I'm scraping news-articles from a website where there is no load-more button in a specific category page, the news article links are being generated as I scroll down. I wrote a function which take input category_page_url and limit_page(how many times I want to scroll down) and return me back all the links of the news articles displayed in that page.
Category page link = https://www.scmp.com/topics/trade
def get_article_links(url, limit_loading):
options = webdriver.ChromeOptions()
lists = ['disable-popup-blocking']
caps = DesiredCapabilities().CHROME
caps["pageLoadStrategy"] = "normal"
options.add_argument("--window-size=1920,1080")
options.add_argument("--disable-extensions")
options.add_argument("--disable-notifications")
options.add_argument("--disable-Advertisement")
options.add_argument("--disable-popup-blocking")
driver = webdriver.Chrome(executable_path= r"E:\chromedriver\chromedriver.exe", options=options) #add your chrome path
driver.get(url)
last_height = driver.execute_script("return document.body.scrollHeight")
loading = 0
while loading < limit_loading:
loading += 1
driver.execute_script("window.scrollTo(0, document.body.scrollHeight);")
time.sleep(8)
new_height = driver.execute_script("return document.body.scrollHeight")
if new_height == last_height:
break
last_height = new_height
article_links = []
bsObj = BeautifulSoup(driver.page_source, 'html.parser')
for i in bsObj.find('div', {'class': 'content-box'}).find('div', {'class': 'topic-article-container'}).find_all('h2', {'class': 'article__title'}):
article_links.append(i.a['href'])
return article_links
Assuming I want to scroll 5 times in this category page,
get_article_links('https://www.scmp.com/topics/trade', 5)
But even if I change the number of my limit_page it return me back only the links from first page, there is some mistake I've done to write the scrolling part.

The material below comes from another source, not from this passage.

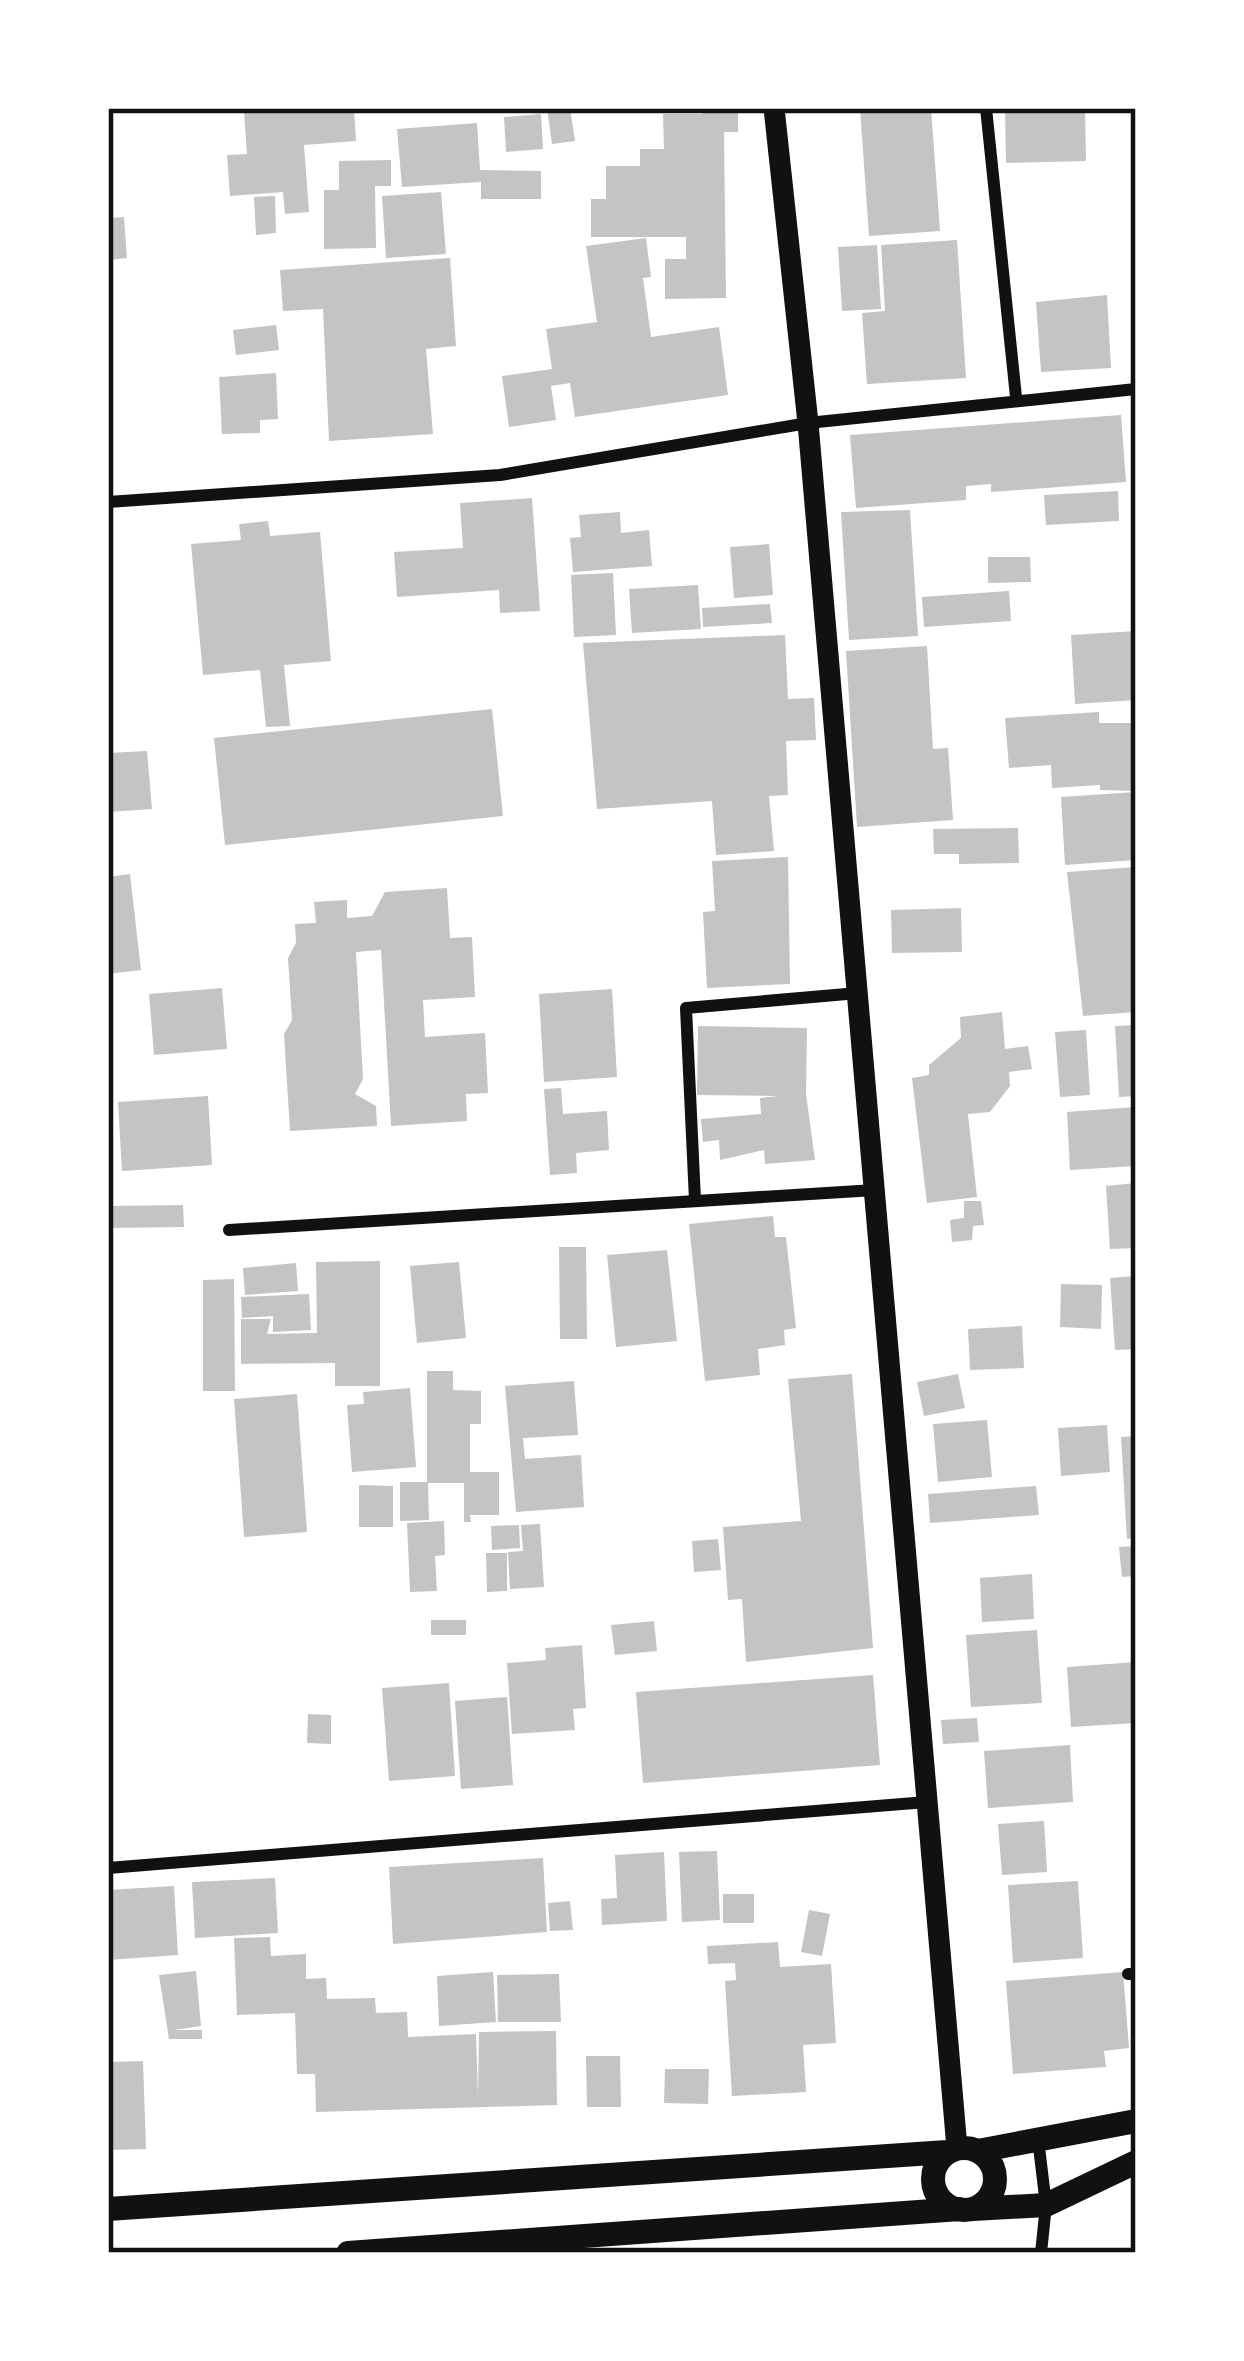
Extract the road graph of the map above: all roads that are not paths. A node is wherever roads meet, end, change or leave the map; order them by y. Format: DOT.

Please help me with this.
Instead of scrolling using per body scrollHeight
property, I checked to see if there was any appropriate element after the list of articles to scroll to. I noticed this appropriately named div
:
<div class="topic-content__load-more-anchor" data-v-db98a5c0=""></div>
Accordingly, I primarily changed the while
loop in your function get_article_links
to scroll to this div using location_once_scrolled_into_view after finding the div before the loop starts, as follows:
loading = 0
end_div = driver.find_element('class name','topic-content__load-more-anchor')
while loading < limit_loading:
loading += 1
print(f'scrolling to page {loading}...')
end_div.location_once_scrolled_into_view
time.sleep(2)
If we now call the function with different limit_loading
, we get different count of unique news links. Here are couple of runs:
>>> ar_links = get_article_links('https://www.scmp.com/topics/trade', 2)
>>> len(ar_links)
scrolling to page 1...
scrolling to page 2...
90
>>> ar_links = get_article_links('https://www.scmp.com/topics/trade', 3)
>>> len(ar_links)
scrolling to page 1...
scrolling to page 2...
scrolling to page 3...
120